On Thursday, Ripple released the findings of a global survey of more than 1,000 financial leaders and said that “the digital asset revolution is already happening.”
The study, conducted in early 2026 and covering banks, asset managers, fintechs and corporate treasuries, found mighty momentum towards cryptocurrency adoption, with stablecoins and tokenization emerging as the main operate cases.
Ripple discovers fintechs exploiting cryptocurrencies
According to Ripple, 72% of respondents be careful Finance leaders must offer digital asset solutions to remain competitive. Among specific applications, stablecoins have generated the most enthusiasm.
74% of participants said that stablecoins can improve cash flow efficiency and unlock trapped working capital, as well as enable faster settlements – benefits that companies see as competitive differentiators.
The Fintech companies included in the sample stand out as early adopters and innovators. The Ripple survey shows that fintechs are already using them more often than banks or corporations digital resources in treasury and payments, and to introduce customer-facing crypto wallets.

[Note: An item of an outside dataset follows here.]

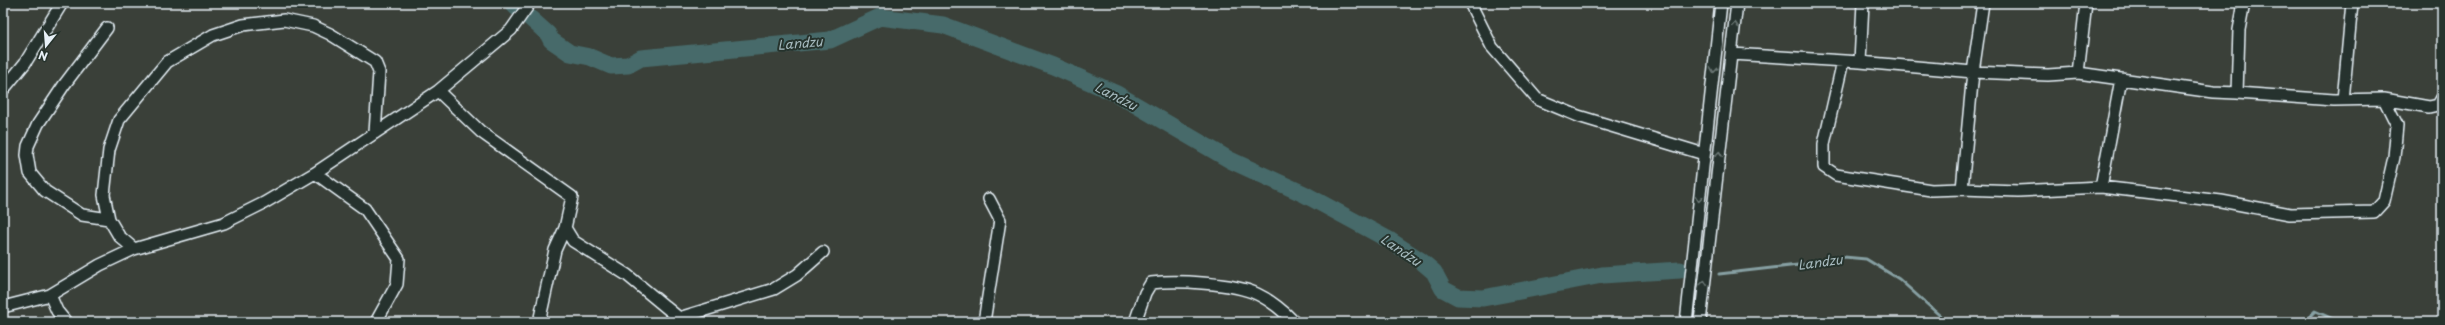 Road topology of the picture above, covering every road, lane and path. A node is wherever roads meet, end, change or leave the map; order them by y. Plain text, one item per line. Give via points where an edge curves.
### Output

Notably, 31% of fintech respondents said they operate stablecoins to collect customer payments, and 29% accept payments directly in stablecoins. A comparable percentage rely on third-party custodians or infrastructure providers to secure assets.
Fintechs are also more likely to build original solutions—47% prefer in-house development, while most corporations (74%) expect to work with external vendors for implementation.
Move towards tokenized assets and stablecoins
The study further shows that interest in tokenizing financial assets is growing among banks and asset managers, and that most institutions evaluating tokenization strategies are prioritizing custody solutions. Of the evaluators tokenization partners, 89% considered storing and caring for digital assets as a top priority.
Token handling and lifecycle management are also highly valued by banks (82%), while asset managers place a mighty emphasis on primary distribution (80%). Advisory services also matter: 85% of banks considered pre-issuance structuring advice vital, compared to 76% of asset managers.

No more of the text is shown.